The parent application identified above describes a new cluster architecture for high-speed computer processing systems, referred to as supercomputers. For most supercomputer applications, the objective is to provide a computer processing system with the fastest processing speed and the greatest processing flexibility, i.e., the ability to process a large variety of traditional application programs. In an effort to increase the processing speed and flexibility of supercomputers, the cluster architecture for highly parallel multiprocessors described in the previously identified parent application provides an architecture for supercomputers wherein a multiple number of processors and external interface means can make multiple and simultaneous requests to a common set of shared hardware resources, such as main memory, secondary memory, global registers, interrupt mechanisms, or other shared resources present in the system.
One of the important problems in designing such shared resource, multiprocessor systems is providing an effective mechanism for quickly interrupting processors in the event of a hardware exception or processor breakpoint. Parallel processing software running on present multiprocessor systems is sometimes very difficult to debug in the event of a failure. Because of the lack of an effective fast interrupt mechanism in present supercomputers, it is difficult to stop all of the processors in the community associated with the parallel process. The result is that one or more of the non-stopped processors may destroy the information necessary to identify the failure because they continue to operate for many hundreds, or even thousands of clock cycles after the failure is detected by the failing processor.
For example, most prior art massively parallel computer processing systems utilize a wavefront technique for interrupting the processors.
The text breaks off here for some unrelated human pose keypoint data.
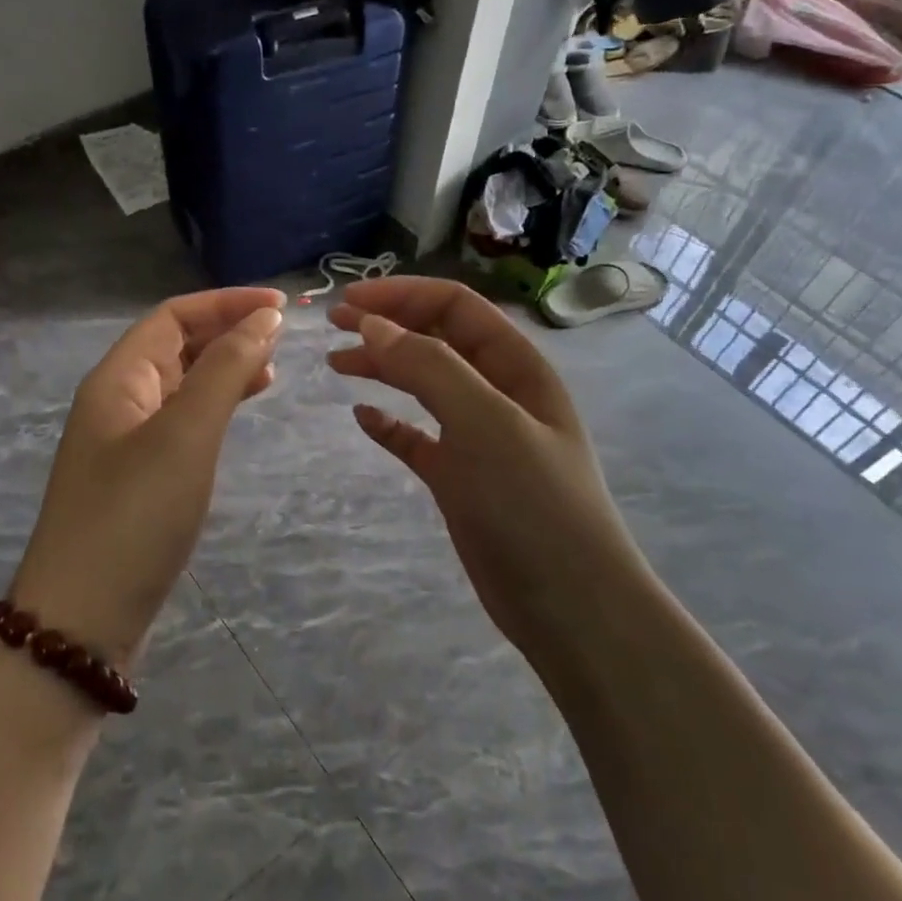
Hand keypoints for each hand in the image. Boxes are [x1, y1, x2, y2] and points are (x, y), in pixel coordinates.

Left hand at [11, 288, 285, 662]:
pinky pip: (181, 421)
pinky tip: (239, 413)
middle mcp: (117, 400)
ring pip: (180, 383)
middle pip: (175, 345)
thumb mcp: (186, 435)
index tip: (282, 307)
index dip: (226, 303)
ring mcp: (125, 441)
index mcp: (117, 378)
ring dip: (223, 368)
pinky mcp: (139, 477)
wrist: (83, 619)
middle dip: (227, 331)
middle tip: (283, 338)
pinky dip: (214, 407)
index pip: (173, 316)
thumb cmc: (135, 517)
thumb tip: (265, 318)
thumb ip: (226, 371)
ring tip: (272, 371)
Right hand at [327, 277, 649, 663]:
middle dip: (388, 325)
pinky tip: (363, 419)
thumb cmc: (531, 503)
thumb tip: (374, 325)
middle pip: (437, 340)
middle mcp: (499, 393)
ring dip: (383, 368)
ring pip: (424, 385)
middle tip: (333, 327)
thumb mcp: (484, 423)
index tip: (347, 303)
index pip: (456, 307)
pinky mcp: (461, 479)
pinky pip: (418, 438)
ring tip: (337, 364)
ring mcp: (479, 438)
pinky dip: (390, 424)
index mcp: (516, 367)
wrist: (568, 604)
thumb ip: (429, 367)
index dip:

The processor that encounters the exception or that generates the interrupt is treated as the center of the wave and the interrupt is propagated out from that processor according to the particular interconnection architecture for the system. In this model, the processors on the outermost edge of the system will not be interrupted until the interrupt wave reaches them, a time period that may be quite variable.
Another problem with many of the present interrupt mechanisms for multiprocessor systems is that all of the processors in the multiprocessor system are unconditionally interrupted in the event of a fault, not just the processors associated with a process group. The disadvantage to this technique is that all programs executing on the multiprocessor system are halted, not just the processes associated with the program experiencing the fault.
Two associated problems arise out of the inability to adequately direct signal requests to one or more processors. With many of the present interrupt mechanisms for supercomputers, for example, the Cray-1 and Cray X-MP supercomputers available from Cray Research, Inc., the interrupt mechanisms do not allow an intelligent peripheral to target a service request to a particular processor that could best field the service request. A second problem is that if a peripheral or processor requires the attention of more than one other processor, multiple sequential signals or interrupts must be sent, one for each of the processors being requested.
Although the prior art interrupt mechanisms for multiprocessor systems are acceptable under certain conditions, it would be desirable to provide a more effective interrupt mechanism for a multiprocessor system that was able to interrupt the execution of all processors in a community of associated processors within a bounded number of clock cycles from an interrupt. In addition, it would be desirable to provide an interrupt mechanism for the cluster architecture for the multiprocessor system described in the parent application that aids in providing a fully distributed, multithreaded software environment capable of implementing parallelism by default.